We chose three time calibration points by identifying within our partulid mt COI Bayesian analysis the most comprehensively sampled, robustly supported clades that were restricted to specific archipelagos or islands of known age. Unsurprisingly, all three concerned Society Islands Partula species, by far our best-sampled archipelago and genus. Each calibration was chosen to represent a particular temporal reference point from the geological history of the archipelago. The oldest, Calibration point A (Figure 6), represents the inferred age of the oldest island in the archipelago bearing partulid tree snails: Bora Bora, 4.01-3.21 Mya [81]. The corresponding Eastern Partula clade (PPS = 100; Figure 5) includes genotypes from all individuals sampled in the Society Islands and from Rarotonga, which we consider to be a founder population. The next oldest, Calibration point B (Figure 6), represents the inferred age of Raiatea: 2.75-2.44 Mya [82] and the corresponding, well-supported clade (PPS = 97; Figure 5), was exclusively composed of Raiatean taxa.

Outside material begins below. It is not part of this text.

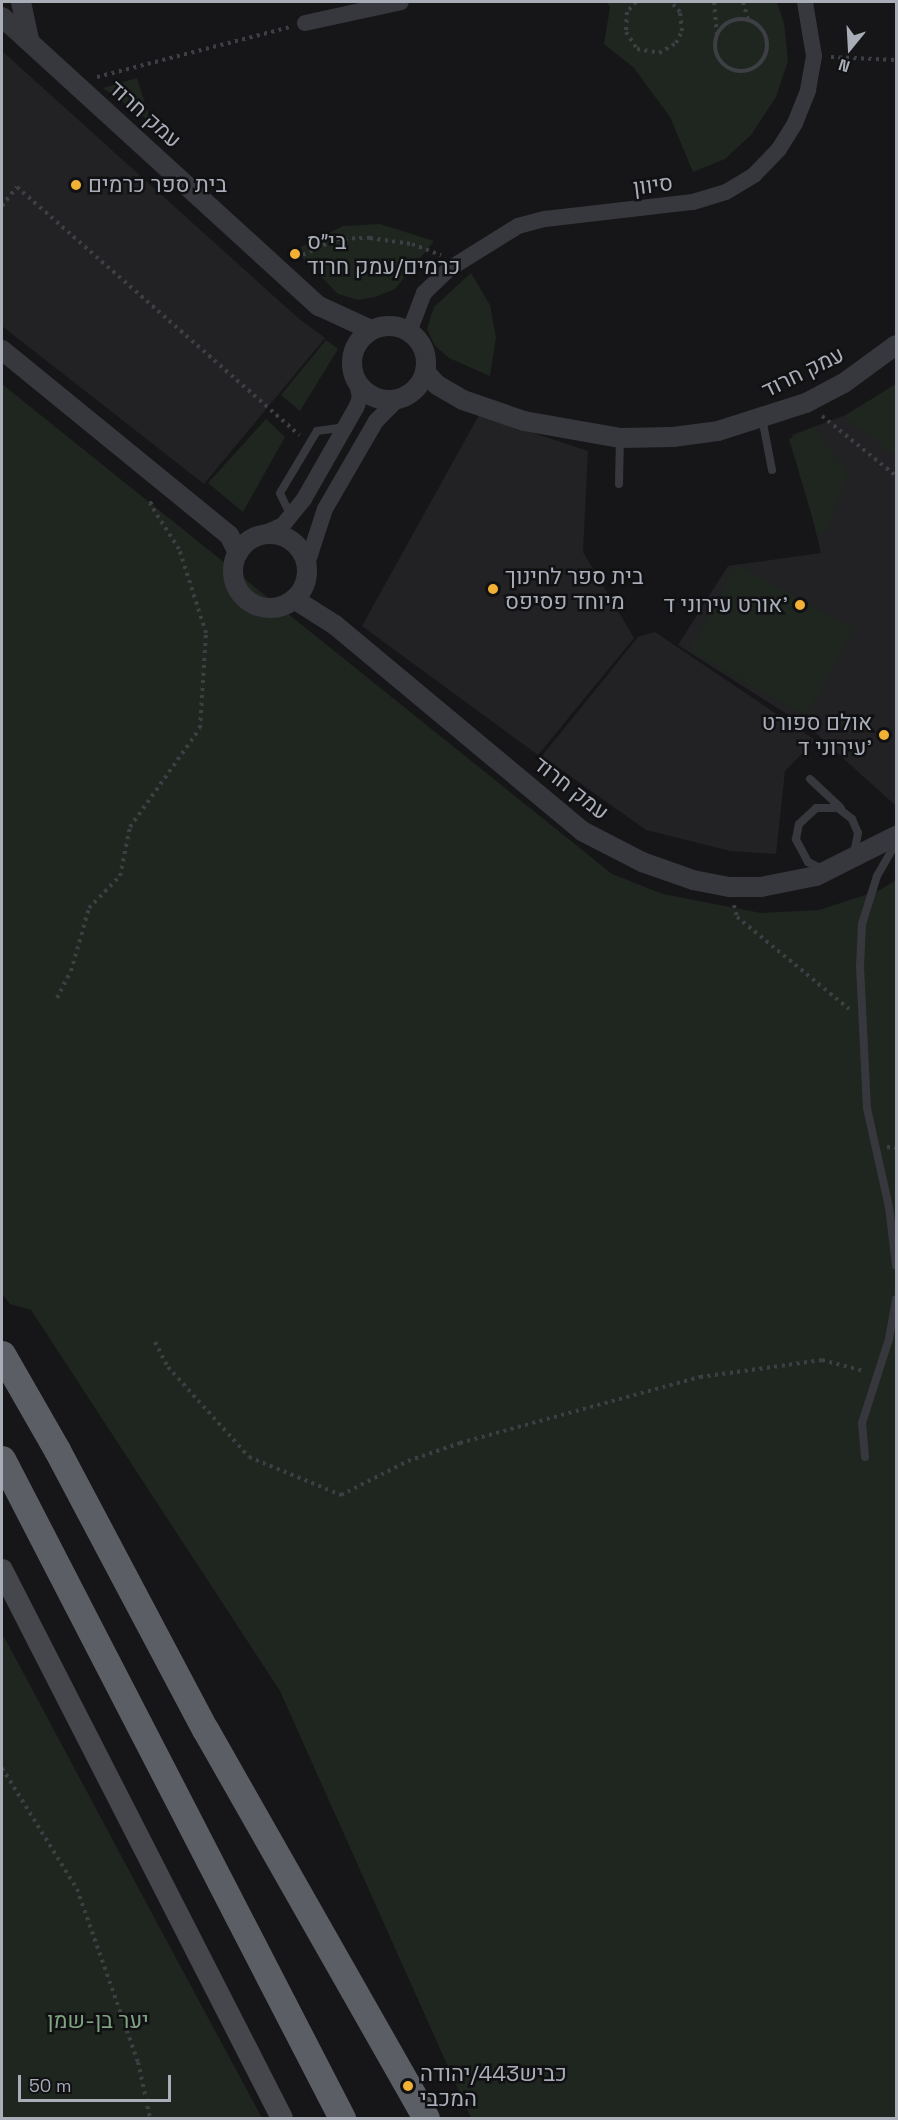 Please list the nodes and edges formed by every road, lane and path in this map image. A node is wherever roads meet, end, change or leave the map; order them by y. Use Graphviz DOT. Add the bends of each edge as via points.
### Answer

The youngest, Calibration point B (Figure 6), represents the inferred age of Tahiti: 1.12-0.50 Mya [82], the youngest Society Island bearing partulid tree snails. This was applied to the largest Tahiti-exclusive clade (PPS = 99; Figure 5), which probably represents the oldest sampled Tahitian partulid lineage.

We used BEAST 1.7.1 [83] to estimate a time-calibrated partulid phylogeny. This involved employing an uncorrelated lognormal distribution for the molecular clock and the SRD06 Model [84] for codon positions. Normal distributions were used to characterize prior distributions of the clade ages. Two independent MCMC analyses were run for 50 million iterations respectively and sampled every 5000 iterations. Convergence diagnostics were conducted in Tracer v1.5 [85] and reliable ESS values (>200) were ensured. The first 10% trees were discarded as burn-in respectively and the trees were combined in LogCombiner [83]. A maximum credibility tree was generated from the combined trees in TreeAnnotater [83].

Availability of supporting data

Museum vouchers have been deposited for genotyped snails, DNA sequences have been deposited in GenBank (see Additional file 3: Table S1 for details) and phylogenetic data have been deposited in TreeBase (reference # 16092).

Authors’ contributions

DÓF and TL conceived and designed the study; TL generated the sequences incrementally over a 10-year period as museum, zoo and field samples became available; TL performed the Bayesian and Maximum Likelihood phylogenetic analyses; JL and CKCC performed the BEAST analyses; DÓF drafted the manuscript and oversaw figure design; All authors read and approved the final manuscript.